Il Venerdì Santo, riflessione e preghiera prima della Pasqua

Ad Ibla centinaia di persone hanno partecipato alla processione con i simulacri del Cristo morto e dell´Addolorata Foto Corrierediragusa.it

Le celebrazioni del Venerdì santo hanno caratterizzato la giornata del lutto della trazione cristiana. La morte del Cristo con la processione dei simulacri del Cristo e dell’Addolorata, la recita delle preghiere e la via Crucis sono stati elementi fondanti della ricorrenza. Da Ispica a Vittoria, da Modica a Ragusa, i fedeli hanno affollato processioni e sacre rappresentazioni. Il sabato santo invece sarà all’insegna del silenzio e della preghiera in attesa che a mezzanotte si sciolgano le campane e si accendano simbolicamente le luci quali metafora della resurrezione e della vita. Il Venerdì Santo di Ibla ha visto centinaia di fedeli per un rito di grande significato e tradizione. Un rito che si consuma in attesa della festa della Resurrezione.

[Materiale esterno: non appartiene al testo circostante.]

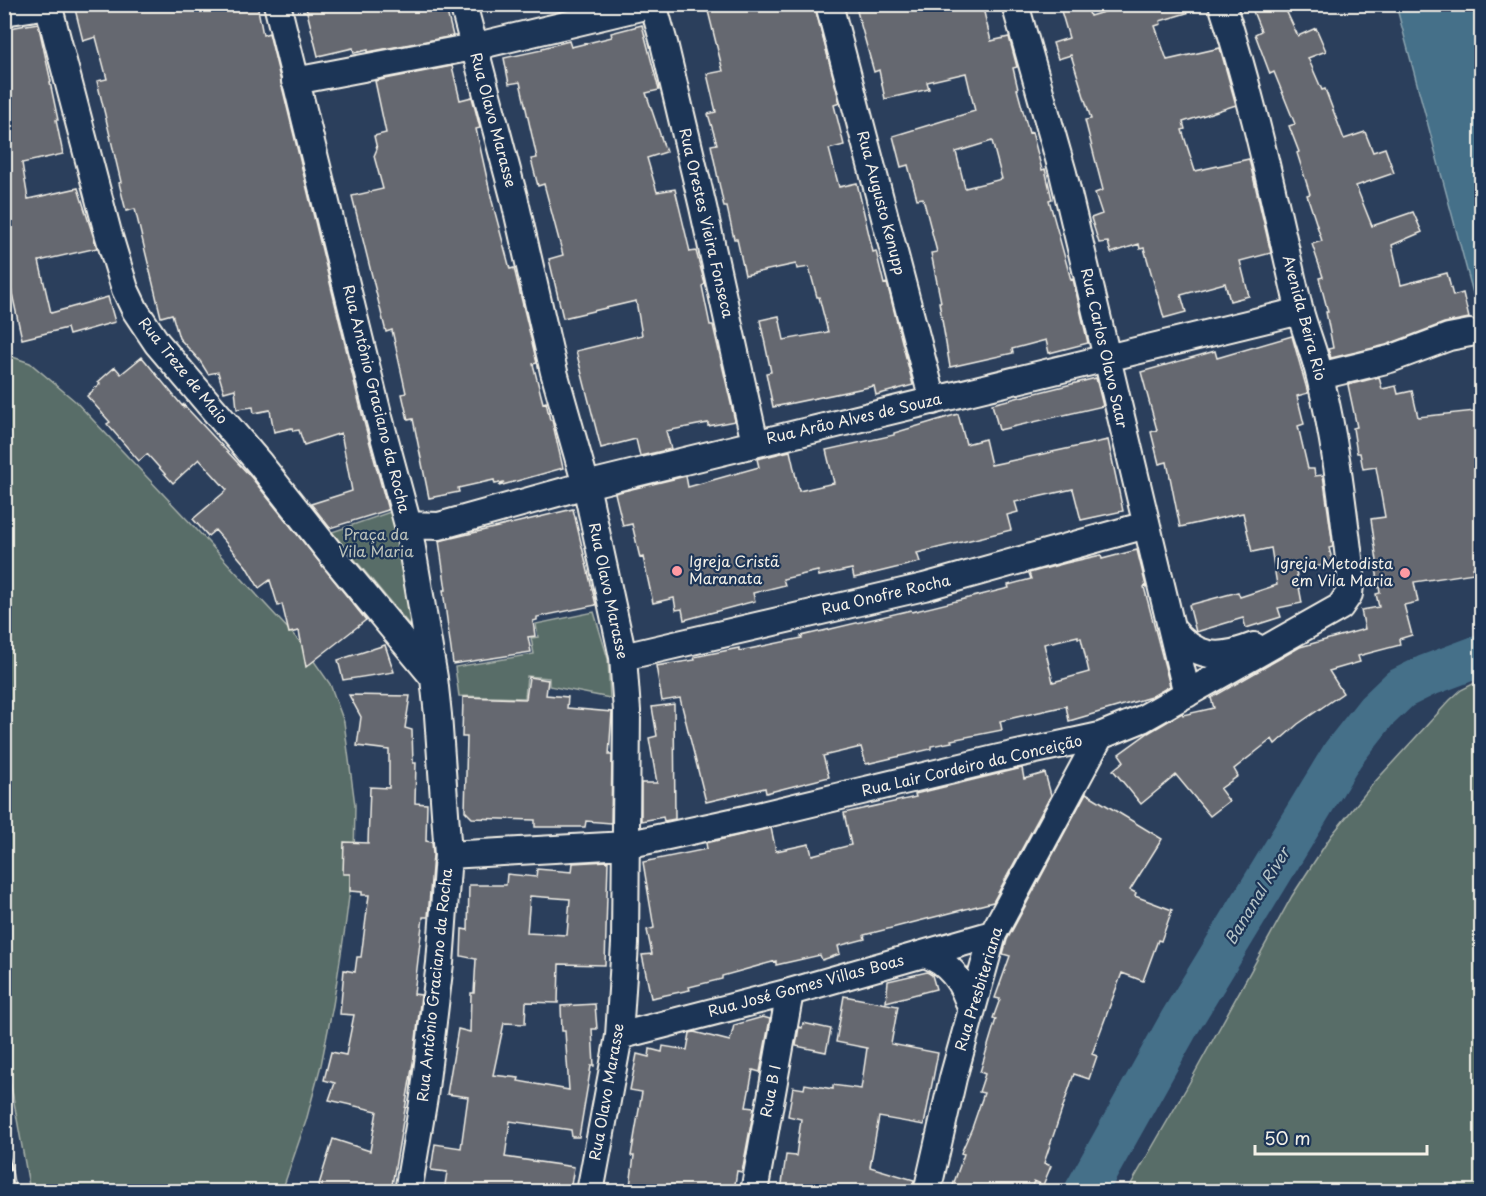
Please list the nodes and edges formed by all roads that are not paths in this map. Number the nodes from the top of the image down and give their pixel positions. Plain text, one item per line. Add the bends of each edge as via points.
1 (278, 4) edge
2 (463, 4) edge
3 (653, 4) edge
4 (829, 4) edge
5 (1015, 4) edge
6 (1222, 4) edge
7 (49, 5) edge
8 (4, 12) edge
9 (473, 47) junction
10 (296, 81) junction
11 (1300, 311) junction
12 (1470, 333) dead end
13 (1106, 357) junction
14 (1320, 376) junction
15 (933, 401) junction
16 (755, 443) junction
17 (586, 485) junction
18 (408, 525) junction
19 (1146, 525) junction
20 (1315, 621) junction
21 (1172, 630) junction
22 (623, 657) junction
23 (434, 678) junction
24 (1187, 694) junction
25 (1100, 736) junction
26 (626, 845) junction
27 (448, 855) junction
28 (993, 934) junction
29 (924, 954) junction
30 (790, 992) junction
31 (971, 1009) junction
32 (619, 1036) junction
33 (408, 1191) edge
34 (590, 1191) edge
35 (754, 1191) edge
36 (927, 1191) edge

1 - 10 street, Rua Antônio Graciano da Rocha
2 - 9 street, Rua Olavo Marasse
3 - 9 street
3 - 16 street, Rua Orestes Vieira Fonseca
4 - 15 street, Rua Augusto Kenupp
5 - 13 street, Rua Carlos Olavo Saar via 1063,173
6 - 11 street, Avenida Beira Rio via 1270,176
7 - 8 street
7 - 23 street, Rua Treze de Maio via 108,233 125,289 139,317
9 - 10 street
9 - 17 street, Rua Olavo Marasse
10 - 18 street, Rua Antônio Graciano da Rocha
11 - 13 street, Rua Arão Alves de Souza
11 - 14 street, Avenida Beira Rio
12 - 14 street
13 - 15 street, Rua Arão Alves de Souza
13 - 19 street, Rua Carlos Olavo Saar
14 - 20 street, Avenida Beira Rio via 1343,511 1351,586 1340,606
15 - 16 street, Rua Arão Alves de Souza
16 - 17 street, Rua Arão Alves de Souza
17 - 18 street, Rua Arão Alves de Souza via 440,526
17 - 22 street, Rua Olavo Marasse
18 - 23 street, Rua Antônio Graciano da Rocha
19 - 21 street, Rua Carlos Olavo Saar
19 - 22 street, Rua Onofre Rocha via 924,587
20 - 21 street via 1225,655 1193,649
20 - 24 street, Rua Lair Cordeiro da Conceição
21 - 24 street, Rua Carlos Olavo Saar
22 - 26 street, Rua Olavo Marasse via 627,711
23 - 27 street, Rua Antônio Graciano da Rocha
24 - 25 street, Rua Lair Cordeiro da Conceição
25 - 26 street, Rua Lair Cordeiro da Conceição
25 - 28 street, Rua Presbiteriana
26 - 27 street, Rua Lair Cordeiro da Conceição
26 - 32 street, Rua Olavo Marasse
27 - 33 street, Rua Antônio Graciano da Rocha via 440,963
28 - 29 street, Rua José Gomes Villas Boas
28 - 31 street, Rua Presbiteriana
29 - 30 street, Rua José Gomes Villas Boas
29 - 31 street via 940,960 954,974
30 - 32 street, Rua José Gomes Villas Boas
30 - 35 street, Rua B I
31 - 36 street, Rua Presbiteriana
32 - 34 street, Rua Olavo Marasse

Sono usciti dal Duomo di San Giorgio , in maniera maestosa, i simulacri del Cristo morto e dell’Addolorata. Preceduti dai fedeli che, ciascuno con il proprio cero votivo, hanno formato due ali ai lati della strada e dal clero delle chiese di Ibla, i due simulacri hanno transitato per le vie principali del quartiere barocco (nella foto) seguiti dai componenti dell’associazione musicale «San Giorgio» che hanno contribuito a rendere la cornice complessiva di questa giornata carica di dolore ancora più suggestiva e, al contempo, drammatica. I simulacri del Cristo morto e dell’Addolorata hanno, dunque, fatto rivivere uno dei riti religiosi più antichi della città di Ragusa.

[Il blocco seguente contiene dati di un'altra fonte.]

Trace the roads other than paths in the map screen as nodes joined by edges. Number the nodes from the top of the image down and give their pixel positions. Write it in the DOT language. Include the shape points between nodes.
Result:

Essi esprimono la religiosità dei residenti dell’antico borgo del capoluogo ibleo che nel corso dei secoli è risultata fortemente radicata così come testimoniato dalla nascita delle numerose chiese che punteggiano il quartiere. Ad animare i momenti di alta spiritualità che hanno caratterizzato questa come le altre processioni tenutesi in occasione delle «Quarantore di adorazione del Santissimo sacramento», i componenti delle varie confraternite che hanno dettato i tempi dei vari cortei succedutisi da domenica scorsa a ieri sera.